The pick-up assembly is staked to the side frame. Make sure its not loose. The spring loaded shoe has a small 90 degree tab that rides in a slot in the box. Is the tab bent out of shape allowing the shoe to drop out of the box? See if you can bend the tab so it stops at the end of the slot. You might have squeeze the box in slightly to keep the tab from allowing the shoe to drop past the end of the slot. Don't squeeze the box too tight, otherwise the shoe won't move up and down in the box. I would try to get this fixed first since it is on the rear side frame and helps transmit current to the rear motor. Then you can see if running in reverse improves. It's possible that one motor is working better than the other which could cause this slowing when running in reverse. Make sure the motors and axles are lubed and the wheels are clean.


----------



## hcopter51 (Aug 29, 2018)

cramden said:


> The pick-up assembly is staked to the side frame. Make sure its not loose. The spring loaded shoe has a small 90 degree tab that rides in a slot in the box. Is the tab bent out of shape allowing the shoe to drop out of the box? See if you can bend the tab so it stops at the end of the slot. You might have squeeze the box in slightly to keep the tab from allowing the shoe to drop past the end of the slot. Don't squeeze the box too tight, otherwise the shoe won't move up and down in the box. I would try to get this fixed first since it is on the rear side frame and helps transmit current to the rear motor. Then you can see if running in reverse improves. It's possible that one motor is working better than the other which could cause this slowing when running in reverse. Make sure the motors and axles are lubed and the wheels are clean.

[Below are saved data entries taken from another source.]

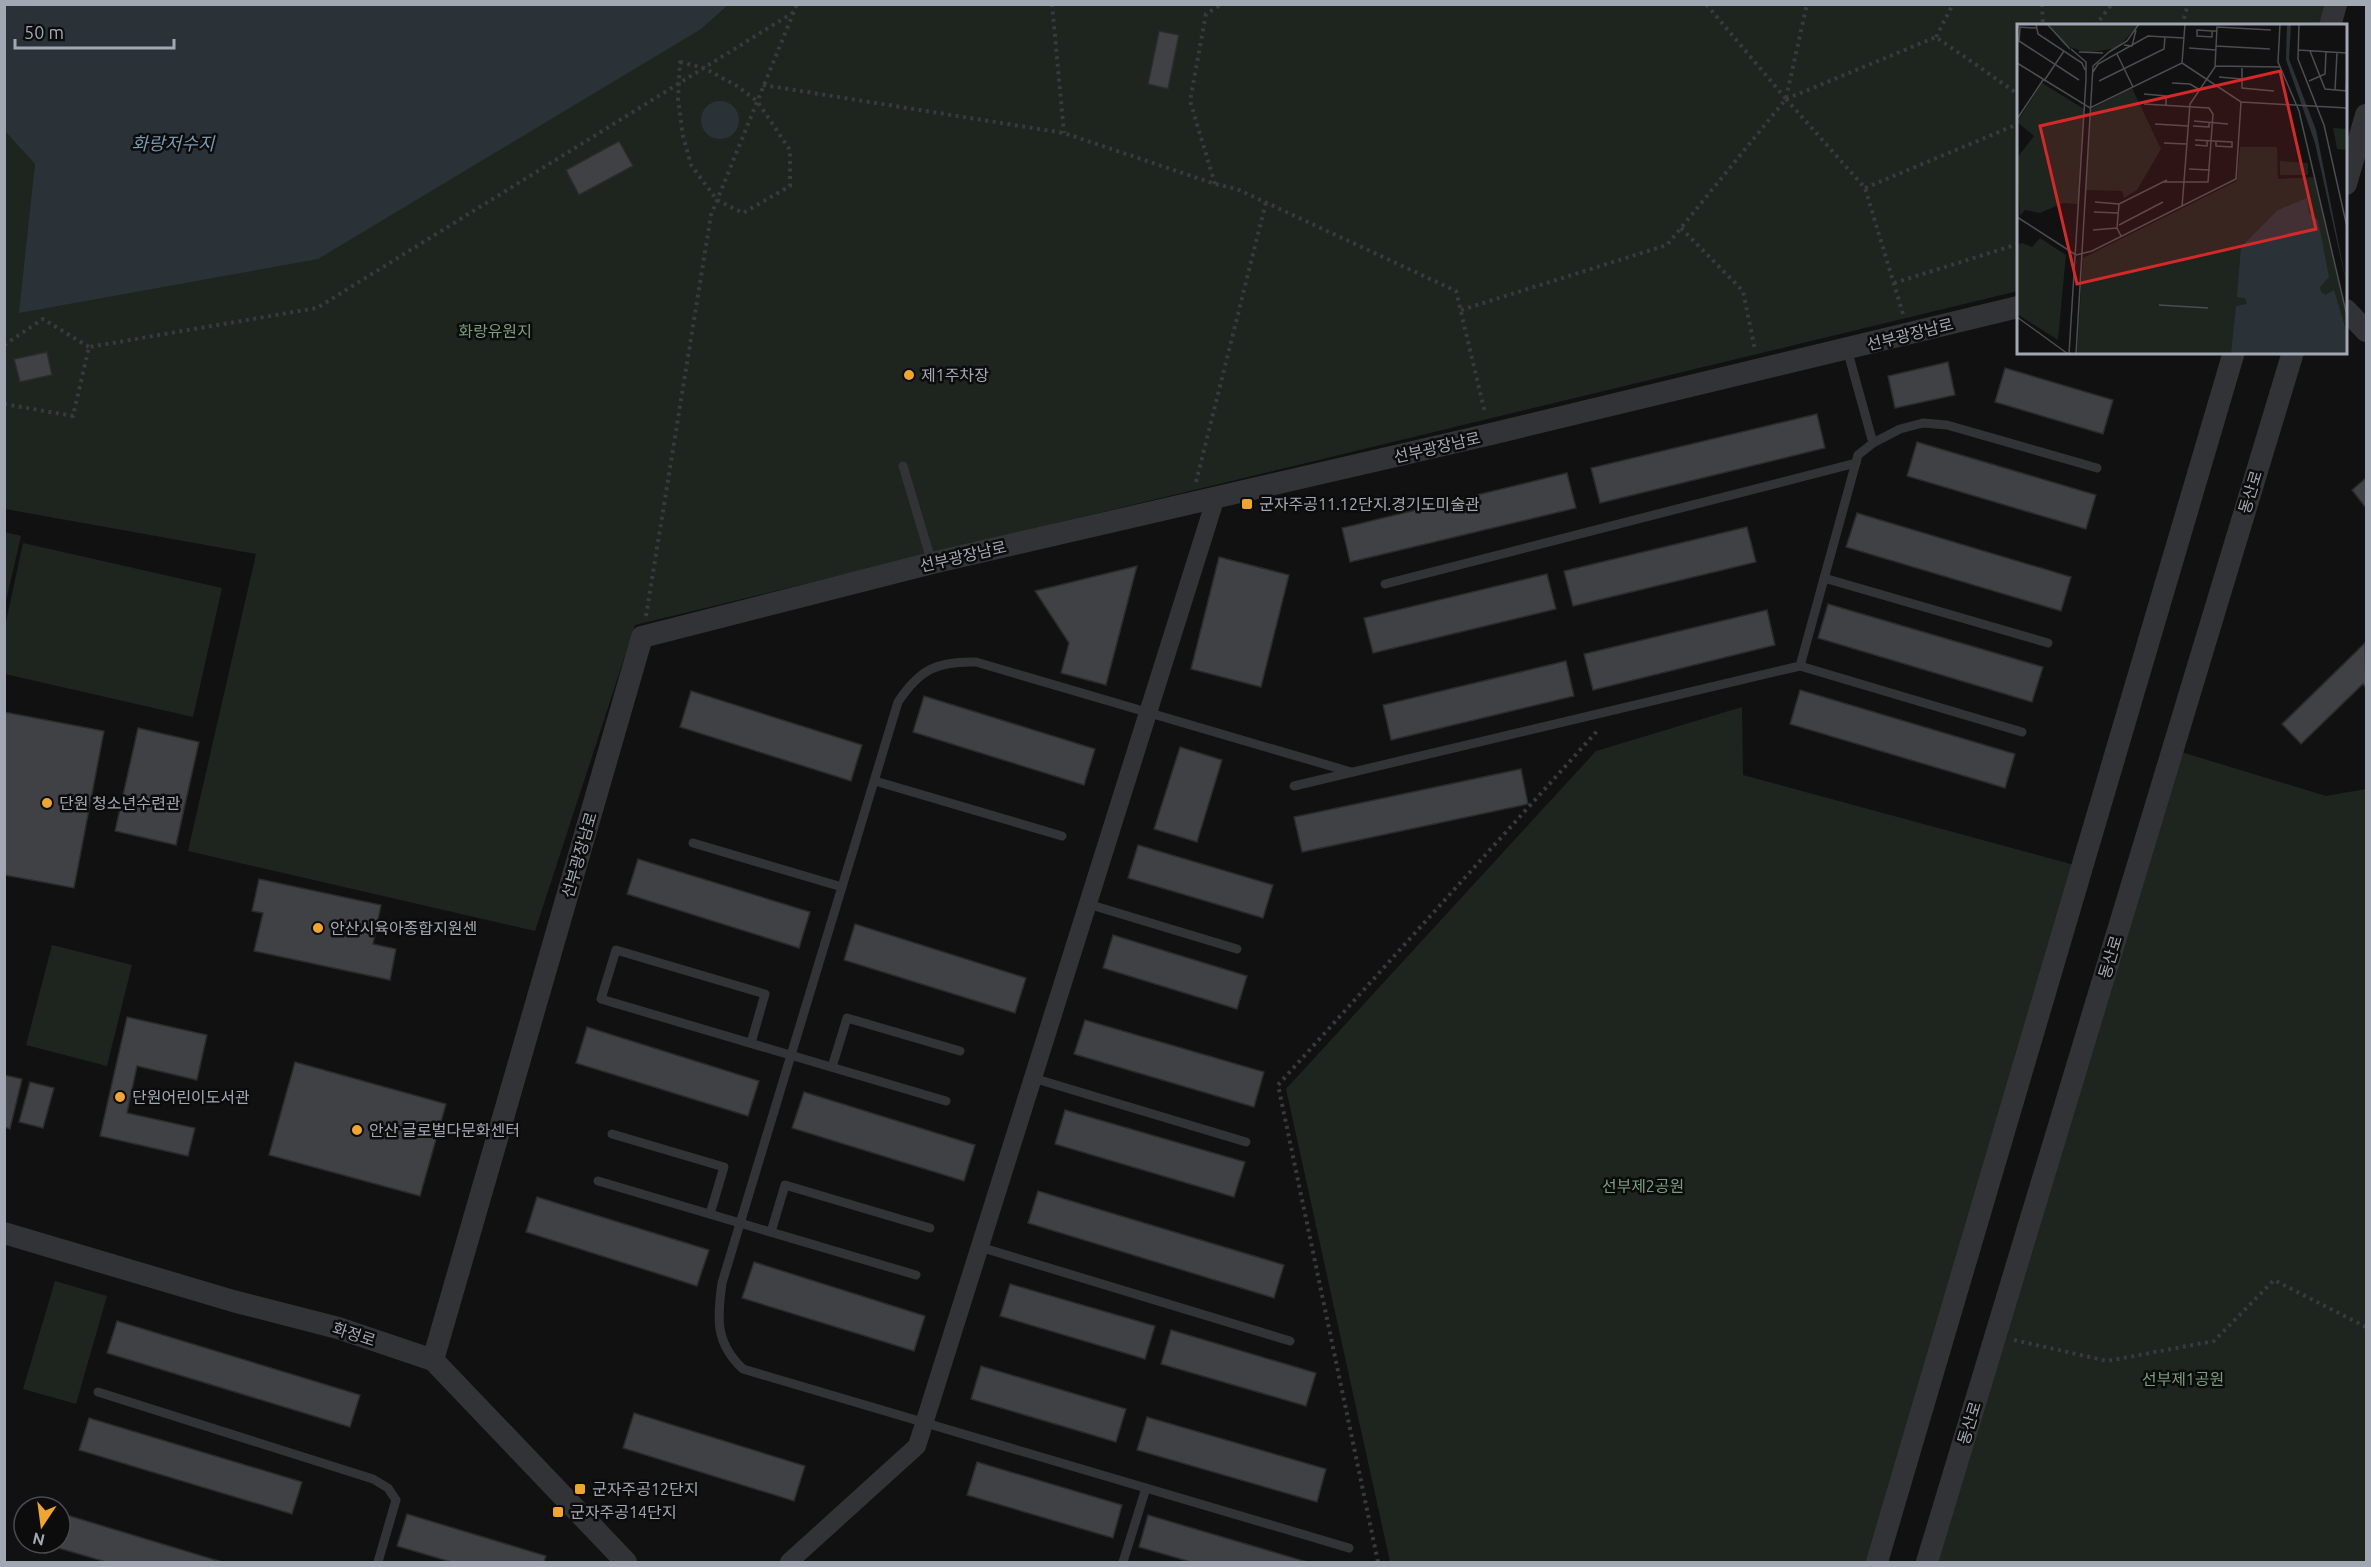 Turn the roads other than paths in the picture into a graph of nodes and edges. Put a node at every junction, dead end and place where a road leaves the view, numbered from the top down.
1 (2336, 4) edge
2 (2331, 24) edge
3 (2367, 115) edge
4 (2347, 181) edge
5 (2017, 307) edge
6 (2347, 311) edge
7 (2367, 332) edge
8 (1847, 349) junction
9 (2233, 354) edge
10 (2292, 354) edge
11 (1873, 443) junction
12 (1856, 463) junction
13 (903, 466) dead end
14 (2097, 468) dead end
15 (1216, 497) junction
16 (932, 563) junction
17 (1824, 578) junction
18 (1385, 584) dead end
19 (2048, 643) dead end
20 (1800, 666) junction
21 (1148, 712) junction
22 (2022, 732) dead end
23 (1351, 772) junction
24 (875, 781) junction
25 (1294, 786) dead end
26 (1062, 836) dead end
27 (693, 843) dead end
28 (842, 887) junction
29 (1088, 904) junction
30 (1237, 949) dead end
31 (751, 1043) junction
32 (960, 1051) dead end
33 (791, 1055) junction
34 (832, 1067) junction
35 (1033, 1078) junction
36 (946, 1101) dead end
37 (612, 1134) dead end
38 (1246, 1142) dead end
39 (598, 1181) dead end
40 (710, 1214) junction
41 (740, 1223) junction
42 (930, 1228) dead end
43 (771, 1232) junction
44 (4, 1233) edge
45 (980, 1247) junction
46 (916, 1275) dead end
47 (1290, 1341) dead end
48 (433, 1360) junction
49 (98, 1392) dead end
50 (925, 1422) junction
51 (1146, 1488) junction
52 (1349, 1548) dead end
53 (793, 1561) edge
54 (378, 1563) edge
55 (626, 1563) edge
56 (1123, 1563) edge
57 (1877, 1563) edge
58 (1927, 1563) edge

1 - 2 street
3 - 4 street
5 - 8 street, 선부광장남로
6 - 7 street
8 - 11 lane
8 - 15 street, 선부광장남로
9 - 57 street
10 - 58 street, 동산로
11 - 12 lane
11 - 14 lane
12 - 17 lane
12 - 18 lane
13 - 16 lane
15 - 16 street, 선부광장남로
15 - 21 street
16 - 48 street, 선부광장남로
17 - 19 lane
17 - 20 lane
20 - 22 lane
20 - 23 lane
21 - 23 lane
21 - 24 lane
21 - 29 street
23 - 25 lane
24 - 26 lane
24 - 28 lane
27 - 28 lane
28 - 33 lane
29 - 30 lane
29 - 35 street
31 - 31 lane
31 - 33 lane
32 - 34 lane
33 - 34 lane
33 - 41 lane
34 - 36 lane
35 - 38 lane
35 - 45 street
37 - 40 lane
39 - 40 lane
40 - 41 lane
41 - 43 lane
41 - 50 lane
42 - 43 lane
43 - 46 lane
44 - 48 street, 화정로
45 - 47 lane
45 - 50 street
48 - 55 street, 화정로
49 - 54 lane
50 - 51 lane
50 - 53 street
51 - 52 lane
51 - 56 lane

Thanks cramden, wheels and axles clean and lubed...I will try what you suggest.....John


----------



## hcopter51 (Aug 29, 2018)

Well come to find out the pickup shoe I guess it is, is gone somewhere! So I took one side frame off my comet diesel that has the assembly attached and placed it on the rocket... Rocket still runs ok in forward but slow in reverse! I am also looking for a good repair man to maybe “tune it up”.....Who do you guys suggest/use? Thanks, John


----------



## cramden (Oct 13, 2015)

hcopter51 said:


> Well come to find out the pickup shoe I guess it is, is gone somewhere! So I took one side frame off my comet diesel that has the assembly attached and placed it on the rocket... Rocket still runs ok in forward but slow in reverse! I am also looking for a good repair man to maybe “tune it up”.....Who do you guys suggest/use? Thanks, John


You can try and see if both motors are running the same if you remove the body from the chassis. Run a pair of jumper wires from your transformer to the pick up wheels, or put the side frames back on and jump to the shoe boxes (one on each power truck). Slowly turn the throttle up and watch both motors to see if they start moving at the same time or if one lags behind the other. That may give you an idea which motor is not running as well as the other. They might need a good cleaning. I use CRC QD (quick dry) electronic spray cleaner. You can find it at the big box stores or online. That may be all that's needed. If not, then you could have to dig deeper. As far as suggesting a repairman, there is a gentleman who posts here but it's not my place to volunteer him for repairs. He does excellent work on Flyers and he might chime in if he sees your post. Keep us posted on your progress.


----------



## hcopter51 (Aug 29, 2018)

cramden said:


> You can try and see if both motors are running the same if you remove the body from the chassis. Run a pair of jumper wires from your transformer to the pick up wheels, or put the side frames back on and jump to the shoe boxes (one on each power truck). Slowly turn the throttle up and watch both motors to see if they start moving at the same time or if one lags behind the other. That may give you an idea which motor is not running as well as the other. They might need a good cleaning. I use CRC QD (quick dry) electronic spray cleaner. You can find it at the big box stores or online. That may be all that's needed. If not, then you could have to dig deeper. As far as suggesting a repairman, there is a gentleman who posts here but it's not my place to volunteer him for repairs. He does excellent work on Flyers and he might chime in if he sees your post. Keep us posted on your progress.


Ok thanks....I use that spray cleaner all the time and have done that when I lubed the motors a little while ago....John


----------